- IOC code: BER
- NOC: Bermuda Olympic Association
- Website: www.olympics.bm

in Nagano
- Competitors: 1 (man) in 1 sport
- Flag bearer: John Hoskins
- Medals: Gold 0 Silver 0 Bronze 0 Total 0

Winter Olympics appearances (overview)
- 1992; 1994; 1998; 2002; 2006; 2010; 2014; 2018; 2022–2026;

= Bermuda at the 1998 Winter Olympics =

Bermuda sent a delegation to compete at the 1998 Winter Olympics in Nagano, Japan from 7–22 February 1998. This marked the territory's third appearance at a Winter Olympic Games with their first coming in the 1992 Albertville Games. Bermuda's delegation consisted of a single athlete, the luge competitor Patrick Singleton. In the men's singles, he came in 27th place.

==Background==
Bermuda first participated in Olympic competition at the 1936 Berlin Summer Games, made their Winter Olympic Games debut in 1992 at the Albertville Games, and have appeared in every Olympics since their respective debuts bar one, the boycotted 1980 Summer Olympics in Moscow. The only medal the territory has won so far is a bronze in the sport of boxing at the 1976 Summer Olympics in Montreal The 1998 Winter Olympics were held from 7–22 February 1998; a total of 2,176 athletes represented 72 National Olympic Committees. This was the third time Bermuda had participated in a Winter Olympics. The Bermudian delegation to Nagano consisted of a single luge athlete, Patrick Singleton.

==Competitors==
The following is the list of number of competitors in the Games.

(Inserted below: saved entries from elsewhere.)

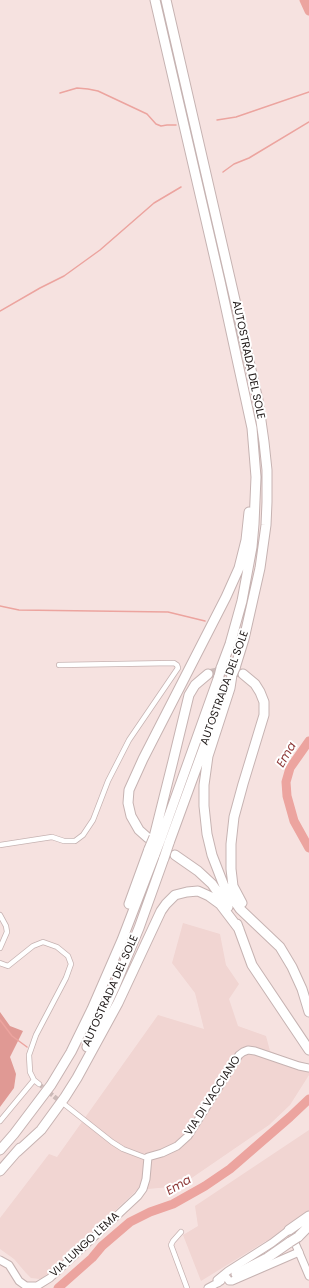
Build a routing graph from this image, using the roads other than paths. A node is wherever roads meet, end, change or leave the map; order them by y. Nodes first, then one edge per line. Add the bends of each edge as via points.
1 (155, 0) edge
2 (166, 0) edge
3 (254, 449) junction
4 (59, 665) dead end
5 (233, 672) junction
6 (208, 674) tunnel mouth
7 (243, 674) tunnel mouth
8 (154, 838) junction
9 (0, 845) edge
10 (156, 854) junction
11 (175, 855) dead end
12 (1, 919) edge
13 (259, 928) junction
14 (239, 929) junction
15 (0, 948) edge
16 (0, 963) edge
17 (309, 1012) edge
18 (309, 1050) edge
19 (309, 1068) edge
20 (34, 1080) junction
21 (39, 1084) tunnel mouth
22 (64, 1104) tunnel mouth
23 (0, 1121) edge
24 (0, 1150) edge
25 (18, 1152) junction
26 (148, 1157) junction
27 (0, 1171) edge
28 (309, 1216) edge
29 (309, 1226) edge
30 (309, 1230) edge
31 (181, 1232) dead end
32 (293, 1238) junction
33 (299, 1252) junction
34 (0, 1260) edge
35 (236, 1274) joint
36 (309, 1276) edge
37 (227, 1278) junction
38 (218, 1283) junction
39 (187, 1288) edge
40 (208, 1288) edge

1 - 3 highway, AUTOSTRADA DEL SOLE via 234,341
2 - 5 highway, AUTOSTRADA DEL SOLE via 258,400 267,470 266,525 260,568 248,625
3 - 8 highway, AUTOSTRADA DEL SOLE via 254,524 242,601 220,672
3 - 8 highway via 248,521 238,568 130,790 128,803 131,816 139,830
4 - 9 street via 174,663 178,668 128,740 93,820 83,835 75,841 52,837
5 - 10 highway, AUTOSTRADA DEL SOLE, bridge via 169,843
5 - 13 highway via 208,756 204,806 212,855 224,886 240,909
6 - 8 highway via 195,685 188,700
7 - 13 highway via 260,692 264,702 264,715 234,817 231,869 233,886
8 - 10 highway, AUTOSTRADA DEL SOLE, bridge
10 - 24 highway, AUTOSTRADA DEL SOLE via 122,940 71,1052 51,1085
10 - 25 highway, AUTOSTRADA DEL SOLE via 139,928 93,1034 63,1090
11 - 14 highway via 212,884 224,900
12 - 15 street via 7,932
13 - 17 highway via 280,947 292,966
14 - 18 highway via 252,965
14 - 25 highway via 220,904 198,891 175,895 166,904 118,1003 77,1078 40,1130
16 - 20 street via 8,966 33,946 43,942 57,947 68,956 71,964 31,1047 29,1063
19 - 26 street, VIA DI VACCIANO via 262,1052 245,1051 239,1055 188,1136 177,1146
20 - 21 street
20 - 23 street
22 - 26 street via 123,1149
25 - 27 highway, AUTOSTRADA DEL SOLE
26 - 34 street, VIA LUNGO L'EMA via 146,1179 138,1196 45,1282 37,1286 23,1285 9,1265
28 - 32 highway via 297,1224
29 - 32 highway
30 - 32 highway
31 - 39 street via 171,1244
32 - 33 street
32 - 35 highway via 266,1258
32 - 38 street via 280,1237 228,1271 217,1280
33 - 36 street
33 - 37 street via 232,1281
35 - 37 street
37 - 38 street
38 - 40 street

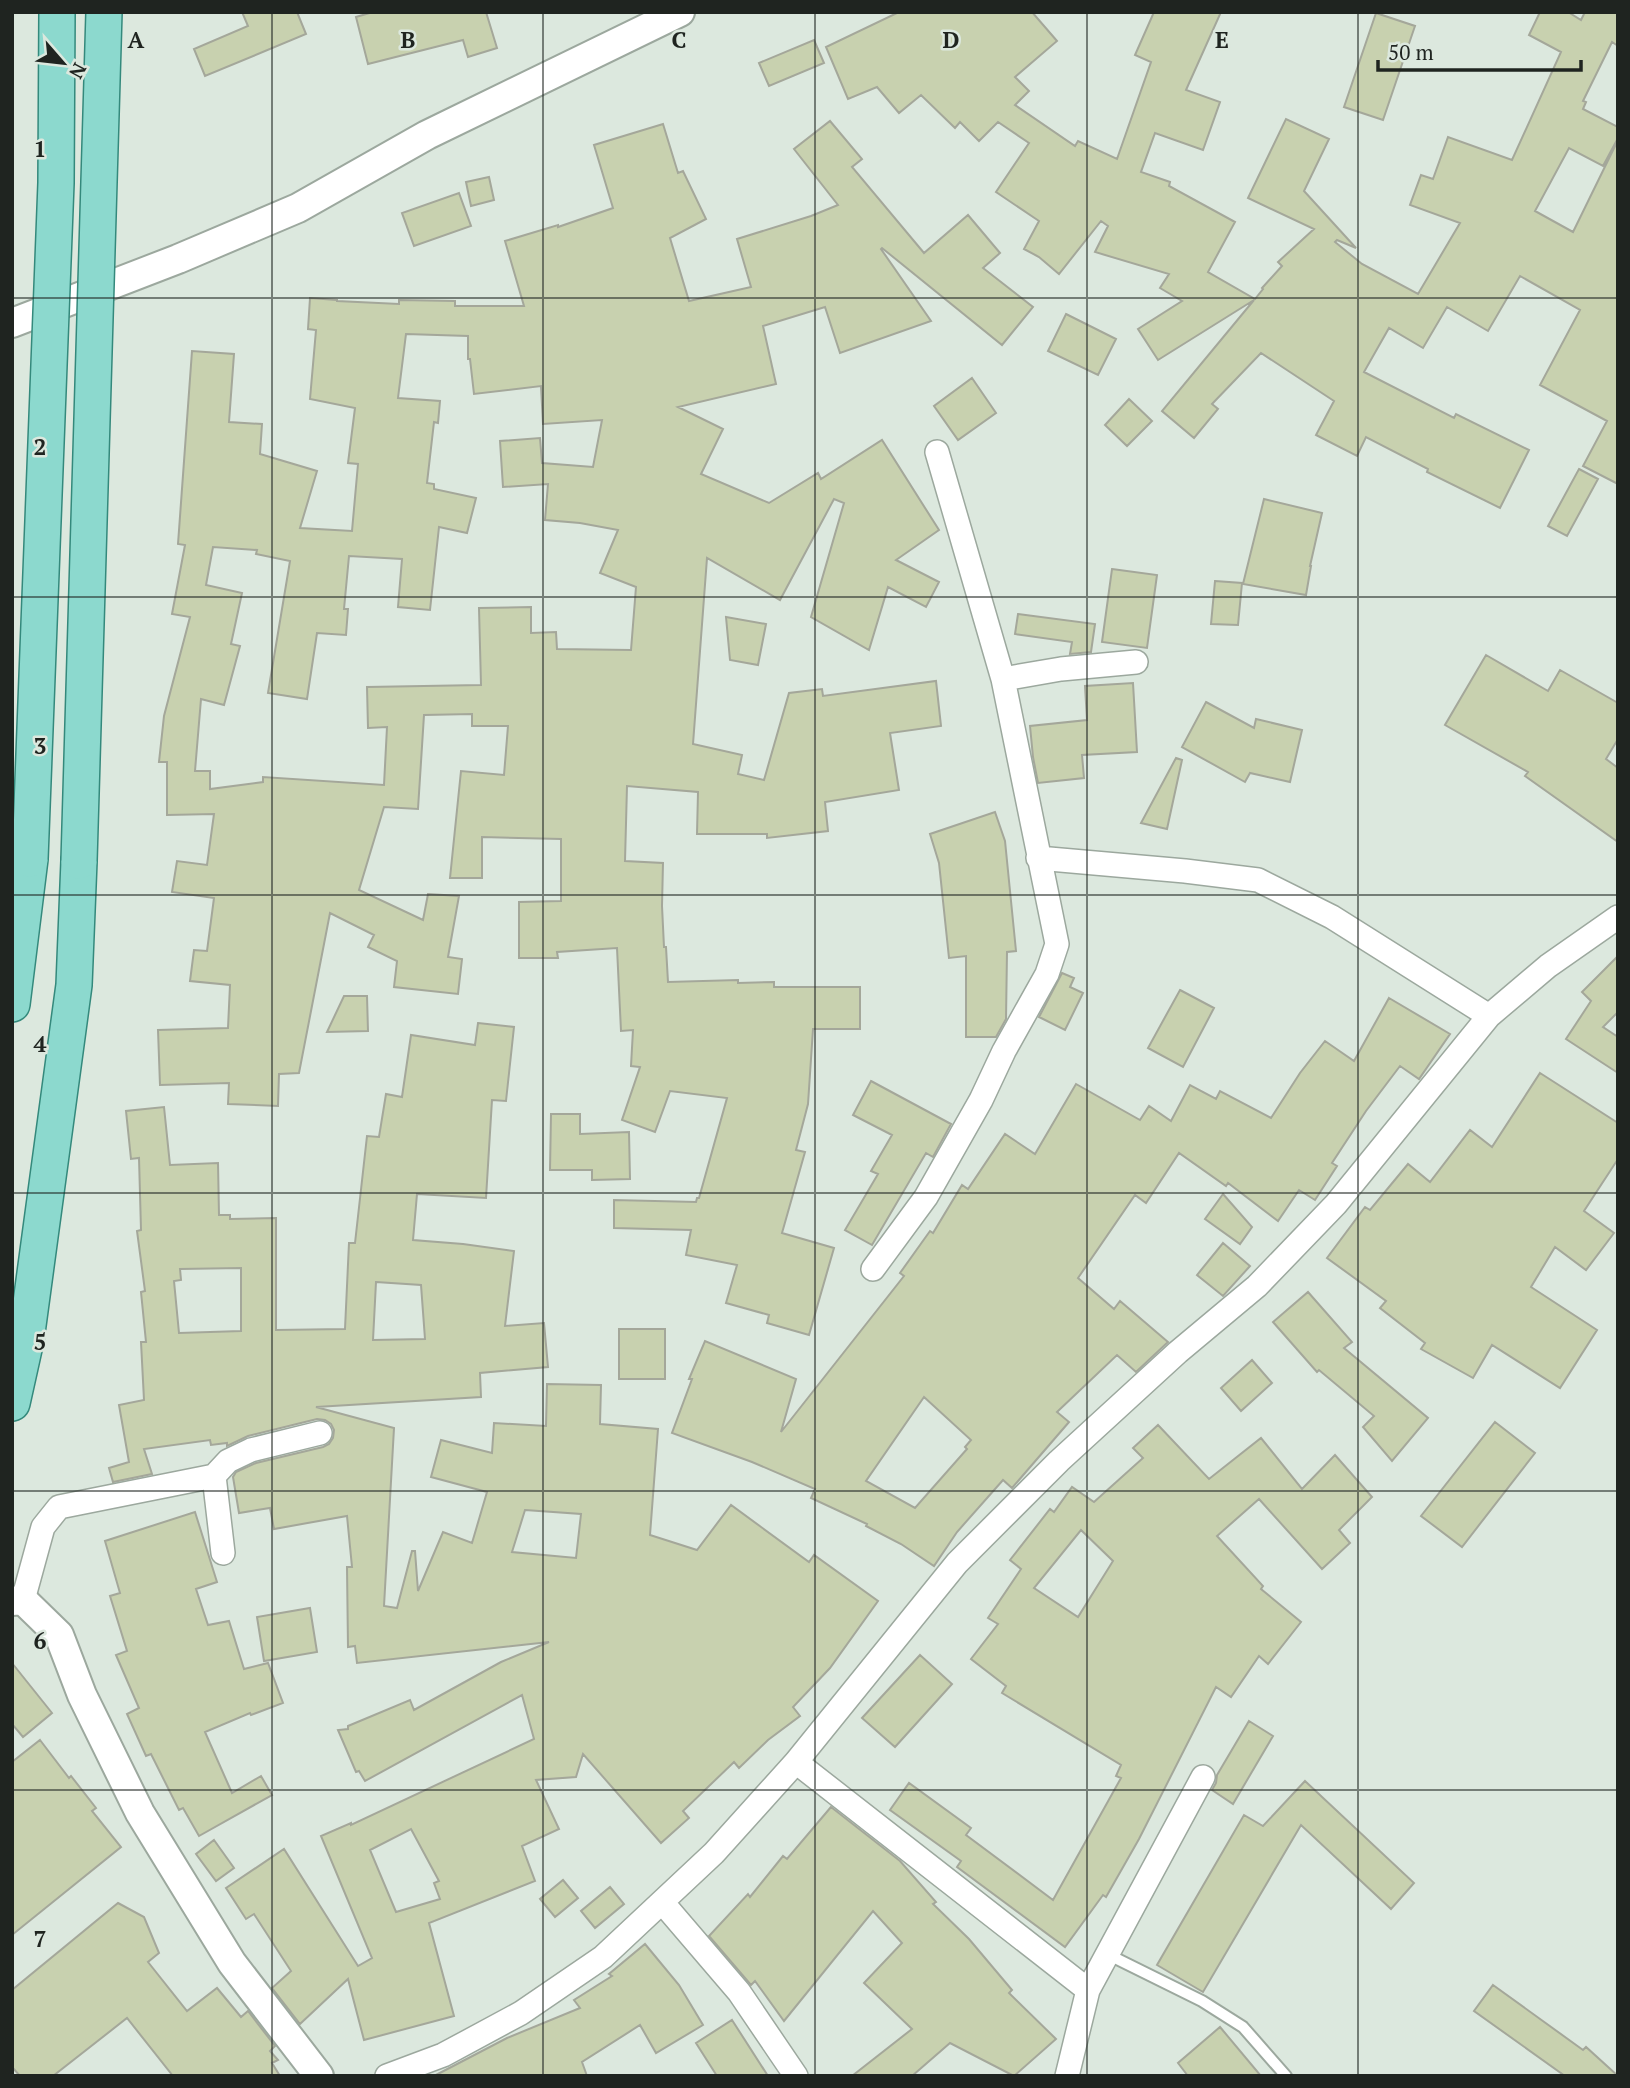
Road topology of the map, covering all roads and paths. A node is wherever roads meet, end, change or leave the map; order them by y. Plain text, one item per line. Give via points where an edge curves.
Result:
1 (57, 12) edge
2 (104, 12) edge
3 (680, 12) edge
4 (12, 323) edge
5 (937, 453) dead end
6 (1136, 662) dead end
7 (1003, 679) junction
8 (1038, 858) junction
9 (1618, 918) edge
10 (12, 1004) edge
11 (1489, 1016) junction
12 (873, 1269) dead end
13 (12, 1403) edge
14 (320, 1433) dead end
15 (214, 1476) junction
16 (223, 1553) dead end
17 (18, 1600) edge
18 (796, 1762) junction
19 (1203, 1777) dead end
20 (662, 1902) junction
21 (1107, 1954) junction
22 (1088, 1990) junction
23 (319, 2076) edge
24 (387, 2076) edge
25 (796, 2076) edge
26 (1067, 2076) edge
27 (1286, 2076) edge

1 - 10 main road, bridge via 56,183 30,859
2 - 13 main road, bridge via 74,985 26,1340
3 - 4 street via 427,135 298,208
5 - 7 street
6 - 7 street
7 - 8 street
8 - 11 street via 1258,880 1332,917
8 - 12 street via 1057,944 1046,974 926,1197
9 - 11 street via 1548,966
11 - 18 street via 1336,1204 1257,1286 1059,1461 957,1563
14 - 15 street via 251,1450 228,1461
15 - 16 street
15 - 17 street via 59,1507 43,1527
17 - 23 street via 59,1636 82,1695 140,1813 232,1963
18 - 20 street via 714,1853
18 - 22 street
19 - 21 street
20 - 24 street via 603,1957 522,2013 443,2055
20 - 25 street via 738,1992
21 - 22 street
21 - 27 lane via 1244,2027
22 - 26 street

| Sport | Men | Women | Total |
|---|---|---|---|
| Luge | 1 | 0 | 1 |
| Total | 1 | 0 | 1 |

== Luge==

Singleton was 23 years old at the time of the Nagano Olympics, and was making his Olympic debut. The men's singles competition in luge was a four run race, held over two days, 8–9 February, with two runs on each day, and the sum of all four run times determining the final positions. On the first day, Singleton completed his first run in 51.434 seconds, and his second run in 51.579 seconds. Overnight, Singleton sat in 28th place out of 33 competitors. The next day, he completed his third run in 51.839 seconds, and his fourth in 52.243 seconds, meaning he had gotten slower in each successive run. Singleton's final time was 3 minutes and 27.095 seconds, which put him in 27th position. The gold medal was won by Georg Hackl of Germany in 3 minutes and 18.436 seconds, the silver medal was won by Italy's Armin Zöggeler, and the bronze by German Jens Müller.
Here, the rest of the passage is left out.